Around 3 a.m. the results of my MRI have been confirmed by a neurologist. A physician’s assistant is sent into this small, cold room to talk to me. Her words become the soundtrack to everything I value flashing before my symptomatic eyes. She tells that my optic nerve is swollen, putting pressure on my eye, causing it to distort colors and making me lose visual clarity. I also have a number of lesions on my brain. The combination of these issues leads the neurologist to believe I have multiple sclerosis. While it leads me to believe I am the epitome of totally screwed. I text my husband a single phrase that’s far too crass to repeat here, but you can take me at my word—it was wholly applicable.

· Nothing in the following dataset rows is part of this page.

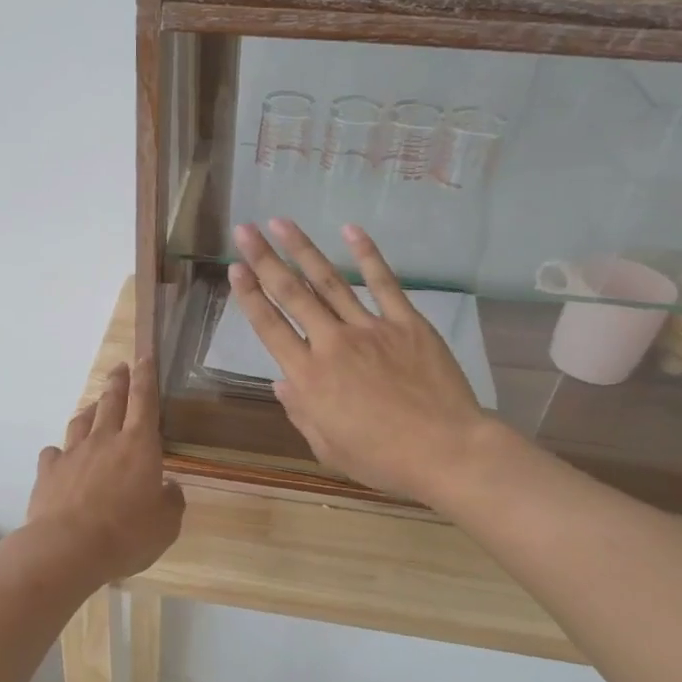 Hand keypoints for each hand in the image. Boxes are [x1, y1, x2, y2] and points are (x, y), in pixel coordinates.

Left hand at [26, 358, 185, 584]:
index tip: (144, 356)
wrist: (68, 549)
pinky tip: (61, 456)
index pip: (144, 400)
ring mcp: (73, 453)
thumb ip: (171, 500)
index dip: (146, 376)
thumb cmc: (127, 535)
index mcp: (139, 445)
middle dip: (118, 382)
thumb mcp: (166, 524)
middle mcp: (105, 440)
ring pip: (81, 421)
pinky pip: (54, 453)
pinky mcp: (48, 471)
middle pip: (111, 401)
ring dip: (90, 409)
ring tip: (94, 406)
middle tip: (120, 368)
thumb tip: (168, 487)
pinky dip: (60, 451)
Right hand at [229, 220, 498, 505]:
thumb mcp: (328, 448)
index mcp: (308, 377)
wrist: (446, 451)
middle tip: (245, 230)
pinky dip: (367, 255)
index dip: (249, 296)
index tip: (235, 268)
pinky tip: (350, 231)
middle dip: (264, 259)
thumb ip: (300, 412)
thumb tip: (281, 383)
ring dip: (303, 250)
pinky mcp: (406, 323)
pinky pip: (384, 283)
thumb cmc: (382, 458)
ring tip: (282, 223)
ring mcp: (370, 329)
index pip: (270, 327)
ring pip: (329, 281)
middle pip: (291, 294)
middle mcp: (331, 344)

When I was first diagnosed, people who thought they were helpful would tell me stories that threatened to strip away my hope. “You should move to a one-story house”, because you know I might as well give up on the idea of being able to maneuver a flight of stairs. Or they would say that it’s likely my husband would leave me because MS is not only a strain on your brain but also your relationship. “My friend’s husband left her after she got MS, but she’s alright without him.” a nurse told me during my inpatient hospital stay. Some would slyly demand I give in to MS and give up on my dreams of being a creative entrepreneur.

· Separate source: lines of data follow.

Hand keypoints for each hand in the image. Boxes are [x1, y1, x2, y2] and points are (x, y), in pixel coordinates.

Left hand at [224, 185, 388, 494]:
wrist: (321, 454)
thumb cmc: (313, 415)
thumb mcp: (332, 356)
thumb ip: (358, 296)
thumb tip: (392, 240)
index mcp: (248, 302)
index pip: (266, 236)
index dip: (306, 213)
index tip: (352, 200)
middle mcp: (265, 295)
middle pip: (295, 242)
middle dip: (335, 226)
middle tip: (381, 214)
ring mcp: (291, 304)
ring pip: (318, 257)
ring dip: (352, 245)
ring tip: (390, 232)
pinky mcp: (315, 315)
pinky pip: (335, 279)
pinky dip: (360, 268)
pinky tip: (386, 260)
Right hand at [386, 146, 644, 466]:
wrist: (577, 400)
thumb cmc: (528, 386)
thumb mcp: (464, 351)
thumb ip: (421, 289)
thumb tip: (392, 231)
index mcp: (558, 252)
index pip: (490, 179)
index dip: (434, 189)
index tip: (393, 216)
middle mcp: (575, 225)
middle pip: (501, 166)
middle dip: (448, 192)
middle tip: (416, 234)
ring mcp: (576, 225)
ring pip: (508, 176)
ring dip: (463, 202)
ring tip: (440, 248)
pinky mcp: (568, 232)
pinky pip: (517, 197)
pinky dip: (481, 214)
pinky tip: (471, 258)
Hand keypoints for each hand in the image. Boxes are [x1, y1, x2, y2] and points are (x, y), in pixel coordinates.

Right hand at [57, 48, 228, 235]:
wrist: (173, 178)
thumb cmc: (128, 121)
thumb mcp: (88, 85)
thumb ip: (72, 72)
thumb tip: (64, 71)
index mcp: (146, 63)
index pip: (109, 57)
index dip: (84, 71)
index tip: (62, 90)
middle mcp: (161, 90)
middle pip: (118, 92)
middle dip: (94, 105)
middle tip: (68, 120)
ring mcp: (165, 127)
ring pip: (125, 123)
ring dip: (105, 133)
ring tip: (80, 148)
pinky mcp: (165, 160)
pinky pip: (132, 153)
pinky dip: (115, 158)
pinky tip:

Internally, I fought with my mind and my body. For a while, I couldn’t physically write properly. My husband filled out the forms at the doctor’s office, and I struggled to get my hand to sign my name at the bottom. I had to decide between a menagerie of potentially dangerous medications while trying to parent a three-year-old and managing a left arm that didn’t have enough strength to hold my four-month-old baby. It is almost impossible to express the amount of fear and worry that come with a diagnosis of a neurological issue. For over a year, I woke up every day wondering if my legs were still working. Every. Single Day. I lived in fear of having a sudden seizure or going blind or going from an arm that was weak to an arm that wouldn’t work at all. I worried about dropping
my baby or otherwise endangering my children as a result of the unexpected nature of this disease. I struggled with how I could reach my goals when some days I could barely reach for a drink of water.
But then I learned to see outside of my fear. The natural methods I used to get healthier proved beneficial, and over time I was able to start dreaming again. I challenged myself not to give up. Yes, life was more complicated as a mom with MS, but I didn’t have to let the disease undo me. Now, that difficult to hold infant is a difficult to reason with 3-year-old. His brother is now 6 and has set-up his own workspace to be like Mommy. I hope they never remember a Mommy who was scared to dream big.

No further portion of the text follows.